The first job I had that wasn’t babysitting for my auntie’s hippy neighbours, where I would arrive to the kids fast asleep in bed and listen to Bob Dylan records and eat an entire loaf of homemade bread, was the Saturday shift at the cobbler’s. My mum had worked at the cobber’s since before I was born, and so I was familiar with the thick solvent smell of shoe glue, and the rushing sounds of the buffering wheel and industrial leather sewing machine. As a lazy fourteen-year-old committed to not following in my mother’s footsteps I was not allowed near the shoes unless I was rubbing suede protector into them. On good days I would engrave kinky slogans onto dog-tags and give them away to my friends when my boss went out for his lunch. If his wife was working, she would let me smoke her Marlboro menthols on the cold stone steps that lead down to the cellar while I polished sports trophies with a flammable Silvo-soaked rag. I bought a vintage leather mustard-yellow belt with my first paycheque. Once I had to change the battery in a watch that an old man had not taken off in almost five years. The watch was warm and heavy in my hands. When I prised the back off, a perfect circle of greasy yellowing dead skin crust fell out. It was and still is one of the worst things I have ever smelled. Not long after that I told my boss and my mum that I had found another weekend job in a café that had recently opened, which wasn’t true but freed me up to spend Saturdays sitting in the park with my dog-tag wearing friends again.

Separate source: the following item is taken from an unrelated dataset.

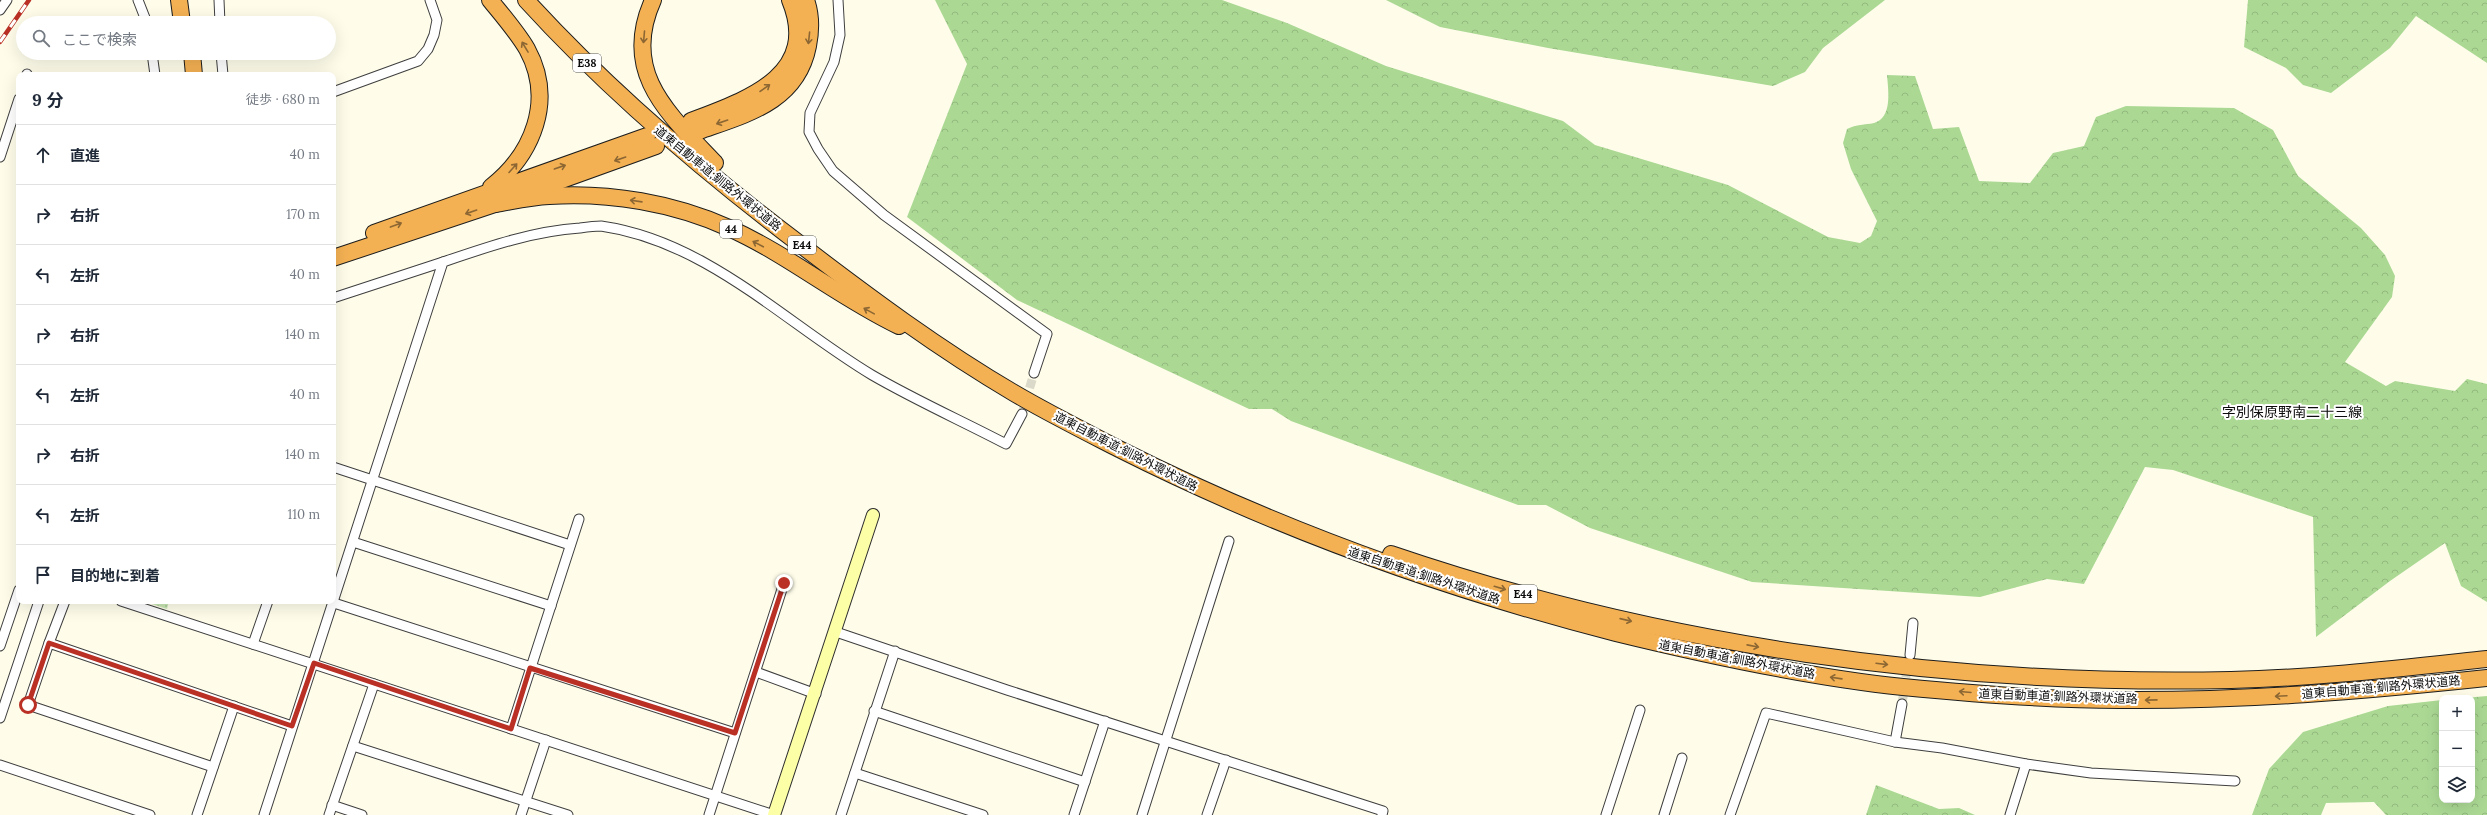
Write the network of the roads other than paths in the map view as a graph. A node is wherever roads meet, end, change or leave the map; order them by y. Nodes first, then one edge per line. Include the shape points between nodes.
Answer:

The Supermarket – 2006/08.
In the mid 2000’s working for a big supermarket was probably the best paid work a teenager could get, which is why I started working at Waitrose the day after my sixteenth birthday. It was the first time I hadn’t been paid directly from a cash register, back pocket or sweaty fist. I had to open my first proper bank account to receive my wages, which increased incrementally every six months even though I only worked eight hours a week. I had wanted to stack shelves and wander around the store making mental lists of things I could buy when payday came around, but the person hiring took one look at my scrawny frame and sent me straight to the checkouts. Working for hours at a time on the checkouts was boring but I liked talking with the customers. I’m not sure why I started lying to pass the time? I think it might have been that the clientele was just so rich, or at least comfortably middle class enough to spend hundreds of pounds with every shop and I wanted desperately for them to like me. I wanted to learn how to impress them so that some of their affluence might rub off on me. When customers asked me what my plans were after I finished school, I would tell them that I was going to study medicine, or move to the USA to study economics, or volunteer at an orphanage in India for a year. At that time, I had no real plans beyond school, getting through my shifts at the supermarket and drinking with my friends every weekend. Once I’d figured out which lie worked best on which customer, their interest in me and praise for my industriousness really helped to pass the time. An elegant older woman, a wealthy bohemian in draped skirts and pancake make-up used to come to me every week at the end of her Friday evening shop. I really liked her and she really liked me, but maybe only because I told her I was going to read classics at Oxford the following autumn. When I finally left Waitrose a year or so later (not to read classics at Oxford but to study English at a significantly less prestigious university that I would drop-out of after a couple of months) my line manager presented me with a gift the woman had left for me after hearing she has missed my last shift. I unwrapped the delicate tissue paper to find a notebook with a cover hand painted with beautiful ducks and geese floating on a silver-blue pond, inside the first page she had written for your studies.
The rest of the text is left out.